Nice, that's pretty slick

It looks like what the code does is tha the MAGIC number is represented by a number with a mantissa 100000... (it's 1.5*2^23). Now, add this to a number smaller than MAGIC, and all bits that represent the fractional part of the original number get cut off. Subtract MAGIC from this new number, and you're left with the integer part. Play with that as you will

P.S.
Wouldn't using just 2^23 as MAGIC also work? why use 1.5*2^23?

Edit:
Hmm, it looks like the above code actually doesn't quite do what I thought. It doesn't give the integer part, but rather rounds the number to an integer, meaning the "fractional part" has a range of (-0.5, 0.5)

arjan de lumens · May 22, 2006

Chalnoth said:
Nice, that's pretty slick

It looks like what the code does is tha the MAGIC number is represented by a number with a mantissa 100000... (it's 1.5*2^23). Now, add this to a number smaller than MAGIC, and all bits that represent the fractional part of the original number get cut off. Subtract MAGIC from this new number, and you're left with the integer part. Play with that as you will

That's basically the heart of the entire method. I leave it as an exercise to the reader to derive appropriate values of MAGIC for the 'double' and 'long double' floating-point types.

P.S.
Wouldn't using just 2^23 as MAGIC also work? why use 1.5*2^23?

If I use 2^23 directly as MAGIC and then feed in a negative number, then the result of the first addition becomes smaller than 2^23, and in that case there will be one fractional bit left in p1's mantissa that is not chopped off correctly.

Edit:
Hmm, it looks like the above code actually doesn't quite do what I thought. It doesn't give the integer part, but rather rounds the number to an integer.

That's IEEE754 'nearest rounding' that steps into action.

psurge · May 22, 2006

Arjan - I have to object to your use of the term 'nasty'

IMO there is absolutely nothing wrong with that code.

Somewhat OT, but range reduction demonstrates why storing angles in radians sucks.
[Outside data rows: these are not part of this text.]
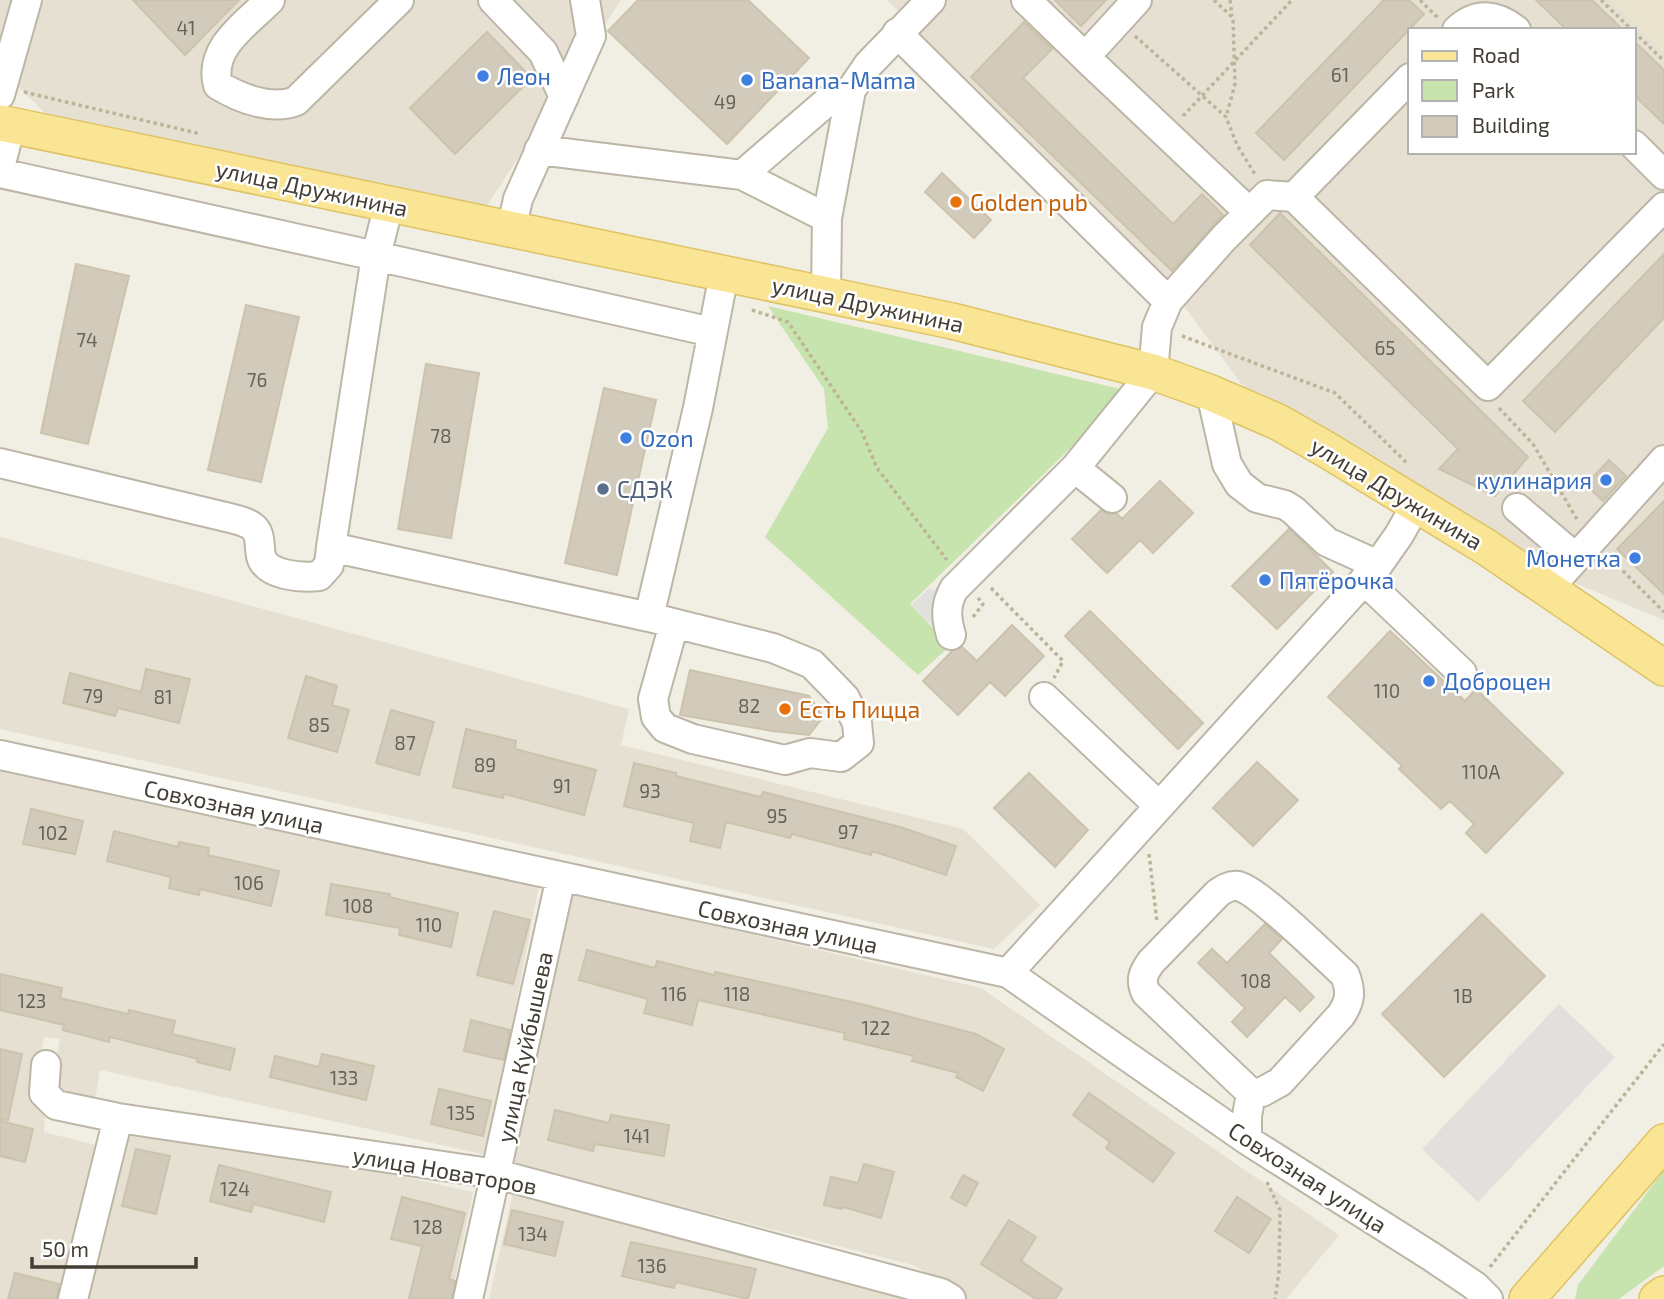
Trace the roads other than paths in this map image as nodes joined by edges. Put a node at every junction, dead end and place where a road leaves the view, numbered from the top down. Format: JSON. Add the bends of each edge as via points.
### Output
{"nodes":[{"id":1,"x":27,"y":0,"type":"edge"},
{"id":2,"x":270,"y":0,"type":"edge"},
{"id":3,"x":399,"y":0,"type":"edge"},
{"id":4,"x":493,"y":0,"type":"edge"},
{"id":5,"x":585,"y":0,"type":"edge"},
{"id":6,"x":931,"y":0,"type":"edge"},
{"id":7,"x":1026,"y":0,"type":"edge"},
{"id":8,"x":1137,"y":0,"type":"edge"},
{"id":9,"x":1450,"y":26,"type":"edge"},
{"id":10,"x":1513,"y":28,"type":"edge"},
{"id":11,"x":897,"y":33,"type":"junction"},
{"id":12,"x":5,"y":57,"type":"edge"},
{"id":13,"x":1085,"y":57,"type":"junction"},
{"id":14,"x":1408,"y":80,"type":"edge"},
{"id":15,"x":851,"y":90,"type":"junction"},
{"id":16,"x":564,"y":97,"type":"junction"},
{"id":17,"x":4,"y":114,"type":"edge"},
{"id":18,"x":1636,"y":147,"type":"edge"},
{"id":19,"x":539,"y":150,"type":"junction"},
{"id":20,"x":0,"y":167,"type":"edge"},
{"id":21,"x":0,"y":173,"type":"edge"},
{"id":22,"x":742,"y":175,"type":"junction"},
{"id":23,"x":1664,"y":175,"type":"edge"},
{"id":24,"x":1270,"y":201,"type":"junction"},
{"id":25,"x":389,"y":204,"type":"junction"},
{"id":26,"x":1664,"y":206,"type":"edge"},
{"id":27,"x":827,"y":218,"type":"junction"},
{"id":28,"x":511,"y":230,"type":"junction"},
{"id":29,"x":376,"y":256,"type":"junction"},
{"id":30,"x":721,"y":286,"type":"junction"},
{"id":31,"x":826,"y":294,"type":"junction"},
{"id":32,"x":1168,"y":301,"type":"junction"},
{"id":33,"x":712,"y":332,"type":"junction"},
{"id":34,"x":1153,"y":372,"type":"junction"},
{"id":35,"x":1211,"y":393,"type":"junction"},
{"id":36,"x":1664,"y":460,"type":"edge"},
{"id":37,"x":0,"y":463,"type":"edge"},
{"id":38,"x":1075,"y":468,"type":"junction"},
{"id":39,"x":1112,"y":498,"type":"dead end"},
{"id":40,"x":1416,"y":505,"type":"junction"},
{"id":41,"x":1517,"y":508,"type":"dead end"},
{"id":42,"x":331,"y":547,"type":"junction"},
{"id":43,"x":1576,"y":558,"type":"junction"},
{"id":44,"x":1371,"y":572,"type":"junction"},
{"id":45,"x":1548,"y":589,"type":"junction"},
{"id":46,"x":662,"y":620,"type":"junction"},
{"id":47,"x":960,"y":629,"type":"road end"},
{"id":48,"x":1664,"y":668,"type":"edge"},
{"id":49,"x":1462,"y":673,"type":"dead end"},
{"id":50,"x":1044,"y":697,"type":"road end"},
{"id":51,"x":0,"y":755,"type":"edge"},
{"id":52,"x":1152,"y":813,"type":"junction"},
{"id":53,"x":561,"y":877,"type":"junction"},
{"id":54,"x":1008,"y":973,"type":"junction"},
{"id":55,"x":46,"y":1065,"type":"dead end"},
{"id":56,"x":1251,"y":1093,"type":"junction"},
{"id":57,"x":118,"y":1118,"type":"junction"},
{"id":58,"x":1247,"y":1140,"type":"junction"},
{"id":59,"x":1664,"y":1142,"type":"edge"},
{"id":60,"x":497,"y":1174,"type":"junction"},
{"id":61,"x":1482,"y":1293,"type":"edge"},
{"id":62,"x":1664,"y":1294,"type":"edge"},
{"id":63,"x":1531,"y":1297,"type":"edge"},
{"id":64,"x":73,"y":1299,"type":"edge"},
{"id":65,"x":468,"y":1299,"type":"edge"},
{"id":66,"x":951,"y":1299,"type":"edge"},
{"id":67,"x":1657,"y":1299,"type":"edge"}],
"edges":[{"from":1,"to":12,"type":"street"},
{"from":2,"to":3,"type":"street","via":[[225,45],[214,72],[218,85],[231,93],[286,105],[296,102]]},
{"from":4,"to":16,"type":"street","via":[[543,52]]},
{"from":5,"to":16,"type":"street","via":[[591,36]]},
{"from":6,"to":11,"type":"street"},
{"from":7,"to":13,"type":"street"},
{"from":8,"to":13,"type":"street"},
{"from":9,"to":10,"type":"street","via":[[1494,16]]},
{"from":11,"to":15,"type":"street"},
{"from":11,"to":32,"type":"street"},
{"from":12,"to":17,"type":"street"},
{"from":13,"to":24,"type":"street","via":[[1167,133]]},
{"from":14,"to":24,"type":"street"},
{"from":15,"to":22,"type":"street","via":[[830,99]]},
{"from":15,"to":27,"type":"street"},
{"from":16,"to":19,"type":"street"},
{"from":17,"to":20,"type":"street"},
{"from":17,"to":25,"type":"main road","name":"улица Дружинина"},
{"from":18,"to":23,"type":"street"},
{"from":19,"to":22,"type":"street"},
{"from":19,"to":28,"type":"street","via":[[518,199]]},
{"from":21,"to":29,"type":"street"},
{"from":22,"to":27,"type":"street"},
{"from":24,"to":26,"type":"street","via":[[1488,386]]},
{"from":24,"to":32,"type":"street"},
{"from":25,"to":28,"type":"main road","name":"улица Дружинина"},
{"from":25,"to":29,"type":"street"},
{"from":27,"to":31,"type":"street"},
{"from":28,"to":30,"type":"main road","name":"улица Дружинина"},
{"from":29,"to":33,"type":"street"},
{"from":29,"to":42,"type":"street"},
{"from":30,"to":31,"type":"main road","name":"улица Дружинина"},
{"from":30,"to":33,"type":"street"},
{"from":31,"to":34,"type":"main road","name":"улица Дружинина","via":[[953,320]]},
{"from":32,"to":34,"type":"street","via":[[1157,327]]},
{"from":33,"to":46,"type":"street"},
{"from":34,"to":35,"type":"main road","name":"улица Дружинина"},
{"from":34,"to":38,"type":"street"},
{"from":35,"to":40,"type":"main road","name":"улица Дружинина","via":[[1278,422]]},
{"from":35,"to":44,"type":"street","via":[[1227,464],[1238,484],[1257,498],[1293,510],[1327,542]]},
{"from":36,"to":43,"type":"street"},
{"from":37,"to":42,"type":"street","via":[[248,524],[259,536],[261,556],[271,569],[319,576],[329,565]]},
{"from":38,"to":39,"type":"street"},
{"from":38,"to":47,"type":"street","via":[[967,574],[949,598],[946,618]]},
{"from":40,"to":44,"type":"street"},
{"from":40,"to":45,"type":"main road","name":"улица Дружинина"},
{"from":41,"to":43,"type":"street"},
{"from":42,"to":46,"type":"street"},
{"from":43,"to":45,"type":"street"},
{"from":44,"to":49,"type":"street"},
{"from":44,"to":52,"type":"street"},
{"from":45,"to":48,"type":"main road","name":"улица Дружинина"},
{"from":46,"to":46,"type":"street","via":[[773,648],[811,664],[845,698],[857,723],[859,743],[841,757],[810,753],[785,760],[665,728],[656,717],[653,699]]},
{"from":50,"to":52,"type":"street"},
{"from":51,"to":53,"type":"street","name":"Совхозная улица"},
{"from":52,"to":54,"type":"street"},
{"from":53,"to":54,"type":"street","name":"Совхозная улица"},
{"from":53,"to":60,"type":"street","name":"улица Куйбышева"},
{"from":54,"to":58,"type":"street","name":"Совхозная улица"},
{"from":55,"to":57,"type":"street","name":"улица Новаторов","via":[[44,1093],[56,1105]]},
{"from":56,"to":56,"type":"street","via":[[1280,1082],[1341,1015],[1350,989],[1345,975],[1259,898],[1239,886],[1218,893],[1143,972],[1142,984],[1146,993]]},
{"from":56,"to":58,"type":"street"},
{"from":57,"to":60,"type":"street","name":"улица Новаторов"},
{"from":57,"to":64,"type":"street"},
{"from":58,"to":61,"type":"street","name":"Совхозная улица"},
{"from":59,"to":63,"type":"main road"},
{"from":60,"to":65,"type":"street","name":"улица Куйбышева"},
{"from":60,"to":66,"type":"street","name":"улица Новаторов"},
{"from":62,"to":67,"type":"main road"}]}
If it weren't for the M_PI constant, your code would also be perfectly exact.

Why not implement sinpi(x) = sin( pi * x )? Then you could store angles x in fixed point and get indexes into lookup tables with bit ops alone...

Serge

psurge · May 22, 2006

Here's a trick (I believe from David Seal) that I thought was really beautiful when I first saw it. It computes the number of trailing zero bits in a 64bit integer:

Code:

    inline int trailingZeros(unsigned long long v)
    {
        return magicTable[ ((v & -v) * 0x0214639644ed74dfULL) >> 57 ];
    }

Explanation: The magic constant above (call it M) must obey the following :
each of the 64 sequences of 7 consecutive bits in the 70 bit number (M << 6)
must be unique and non-zero.

Now, (v & -v) is a power of 2 (equal to the least significant set bit in v) -
multiplying by (v & -v) therefore corresponds to a left shift.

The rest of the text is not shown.